Our second-order measurement model provides some support to claims that there could be less than six dimensions under-pinning psychological well-being. The items included within the second-order factor cover aspects of goal orientation and self-direction which could be attributed to a more motivational dimension of well-being. The resulting structure of a motivational dimension of well-being (covered by our second-order factor) together with the two independent factors of autonomy and positive relations is in many ways analogous to the work of Deci and Ryan (1985, 2000) which proposes that well-being results from the fulfillment of three basic psychological needs – autonomy, relatedness and competence. However, it should be emphasised that our interpretation of the PWB structure should be seen in terms of the hierarchical organisation of the six-factors, which span two conceptual levels and not three independent factors.
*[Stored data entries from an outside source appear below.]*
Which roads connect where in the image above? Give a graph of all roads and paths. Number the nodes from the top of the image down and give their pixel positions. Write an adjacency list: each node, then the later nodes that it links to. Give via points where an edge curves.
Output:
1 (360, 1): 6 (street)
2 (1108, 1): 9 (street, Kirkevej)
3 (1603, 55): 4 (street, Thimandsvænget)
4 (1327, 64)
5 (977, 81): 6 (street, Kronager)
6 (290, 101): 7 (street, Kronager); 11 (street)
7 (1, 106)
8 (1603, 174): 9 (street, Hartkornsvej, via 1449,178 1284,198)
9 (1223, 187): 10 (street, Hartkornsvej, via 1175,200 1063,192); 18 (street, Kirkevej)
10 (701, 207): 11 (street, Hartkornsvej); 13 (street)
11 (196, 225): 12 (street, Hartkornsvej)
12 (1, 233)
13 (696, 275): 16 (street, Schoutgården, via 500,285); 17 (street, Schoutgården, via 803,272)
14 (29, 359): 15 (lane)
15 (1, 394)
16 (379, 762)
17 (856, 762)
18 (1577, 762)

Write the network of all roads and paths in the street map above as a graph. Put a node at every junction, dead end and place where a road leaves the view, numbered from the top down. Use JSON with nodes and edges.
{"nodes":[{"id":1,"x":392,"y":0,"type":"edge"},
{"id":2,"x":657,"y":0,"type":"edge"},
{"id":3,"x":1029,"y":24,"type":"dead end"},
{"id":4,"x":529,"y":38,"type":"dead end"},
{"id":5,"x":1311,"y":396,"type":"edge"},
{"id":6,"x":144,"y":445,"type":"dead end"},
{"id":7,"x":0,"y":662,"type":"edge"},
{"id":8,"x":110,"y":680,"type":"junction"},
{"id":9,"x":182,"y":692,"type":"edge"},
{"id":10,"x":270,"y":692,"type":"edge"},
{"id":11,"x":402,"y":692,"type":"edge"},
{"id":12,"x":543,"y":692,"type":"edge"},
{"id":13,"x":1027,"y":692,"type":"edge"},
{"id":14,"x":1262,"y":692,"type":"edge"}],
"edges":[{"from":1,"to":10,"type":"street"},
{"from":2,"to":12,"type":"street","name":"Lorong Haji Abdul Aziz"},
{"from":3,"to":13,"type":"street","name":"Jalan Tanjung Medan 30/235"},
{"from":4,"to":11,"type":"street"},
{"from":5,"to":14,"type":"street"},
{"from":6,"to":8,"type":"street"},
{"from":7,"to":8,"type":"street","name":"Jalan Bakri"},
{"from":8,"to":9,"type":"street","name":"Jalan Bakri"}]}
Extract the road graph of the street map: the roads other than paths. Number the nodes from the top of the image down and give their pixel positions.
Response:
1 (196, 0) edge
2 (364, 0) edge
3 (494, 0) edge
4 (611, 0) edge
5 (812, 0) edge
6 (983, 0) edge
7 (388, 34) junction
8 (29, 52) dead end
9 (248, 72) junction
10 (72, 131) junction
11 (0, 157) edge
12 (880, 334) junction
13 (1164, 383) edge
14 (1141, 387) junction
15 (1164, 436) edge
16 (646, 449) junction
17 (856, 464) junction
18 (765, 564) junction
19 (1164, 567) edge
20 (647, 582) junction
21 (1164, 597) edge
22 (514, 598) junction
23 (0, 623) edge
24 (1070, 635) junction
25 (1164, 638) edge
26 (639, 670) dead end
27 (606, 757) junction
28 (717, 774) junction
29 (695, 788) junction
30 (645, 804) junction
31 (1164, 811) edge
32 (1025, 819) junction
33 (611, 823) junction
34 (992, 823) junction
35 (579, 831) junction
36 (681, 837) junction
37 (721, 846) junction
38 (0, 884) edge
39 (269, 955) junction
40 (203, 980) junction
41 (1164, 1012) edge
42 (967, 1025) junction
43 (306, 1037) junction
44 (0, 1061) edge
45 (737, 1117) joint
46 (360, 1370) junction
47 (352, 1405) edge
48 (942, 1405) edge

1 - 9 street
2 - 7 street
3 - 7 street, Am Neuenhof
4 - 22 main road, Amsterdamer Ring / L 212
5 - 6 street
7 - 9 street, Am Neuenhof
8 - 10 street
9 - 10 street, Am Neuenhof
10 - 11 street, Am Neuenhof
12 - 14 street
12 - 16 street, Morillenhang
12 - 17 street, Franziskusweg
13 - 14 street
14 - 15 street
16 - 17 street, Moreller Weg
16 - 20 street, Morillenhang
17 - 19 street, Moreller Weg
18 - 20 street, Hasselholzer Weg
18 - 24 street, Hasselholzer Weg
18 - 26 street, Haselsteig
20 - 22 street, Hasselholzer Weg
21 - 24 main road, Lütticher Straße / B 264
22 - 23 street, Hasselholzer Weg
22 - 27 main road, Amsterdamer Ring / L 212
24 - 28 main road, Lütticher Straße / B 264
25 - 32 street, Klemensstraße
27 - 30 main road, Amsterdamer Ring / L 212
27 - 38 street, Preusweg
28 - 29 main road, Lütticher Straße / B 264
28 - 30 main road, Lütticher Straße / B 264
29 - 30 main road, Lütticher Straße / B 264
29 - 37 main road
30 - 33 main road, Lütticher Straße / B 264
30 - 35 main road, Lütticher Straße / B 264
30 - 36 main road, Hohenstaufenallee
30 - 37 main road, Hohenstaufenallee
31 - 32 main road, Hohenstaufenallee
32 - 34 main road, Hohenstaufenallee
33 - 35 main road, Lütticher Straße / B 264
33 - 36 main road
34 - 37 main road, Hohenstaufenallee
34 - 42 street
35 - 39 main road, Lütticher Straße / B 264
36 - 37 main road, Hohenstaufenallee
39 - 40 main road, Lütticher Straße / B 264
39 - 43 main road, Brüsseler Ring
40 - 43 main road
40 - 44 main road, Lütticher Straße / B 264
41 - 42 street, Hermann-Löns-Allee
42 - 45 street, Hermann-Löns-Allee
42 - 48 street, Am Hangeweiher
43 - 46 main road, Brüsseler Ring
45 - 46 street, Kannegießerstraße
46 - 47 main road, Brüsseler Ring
The NSHD sample used for this analysis was homogeneous for sex (all women) and age (52 years). This sample represents the surviving members of this general population cohort study of health and development who have been studied from birth and also completed postal questionnaires in midlife (Wadsworth et al. 2006). Comparable data were not available for male cohort members since the PWB scales were administered as part of a study of women’s health around the menopause.

4.1 Recommendations

In summary, our findings suggest that for more reliable measurement of ‘high well-being’ the PWB requires the identification and addition of questions which tap into the more positive end of the well-being continuum. We propose that the second-order factor offers a potentially more reliable measure for capturing variations in well-being across the continuum than derived from the component subscales. Further work on the validity of the second-order measure is now warranted, particularly across other population samples which include men, and also different age groups. Finally, more in-depth theoretical work on the underlying dimensional structure of psychological well-being is required, particularly in light of the similarities identified between the second-order PWB factor model and Deci & Ryan’s three dimensional well-being model.

5 Conclusion

In light of the growing interest in the measurement of well-being amongst researchers, practitioners and policy makers (Dolan and White 2007; Huppert et al. 2009; Layard 2005; Marks and Shah 2005) there is a pressing need for scales which can measure well-being effectively across the full spectrum. Our analysis has shown that the subscales of the Ryff’s six dimensional PWB, adequately measure average levels of well-being, but have low precision of measurement at high levels. Whilst we support the use of the second-order factor as a general measure of well-being, we recommend that future well-being scales should be designed to include items that discriminate more reliably at high levels along the well-being continuum.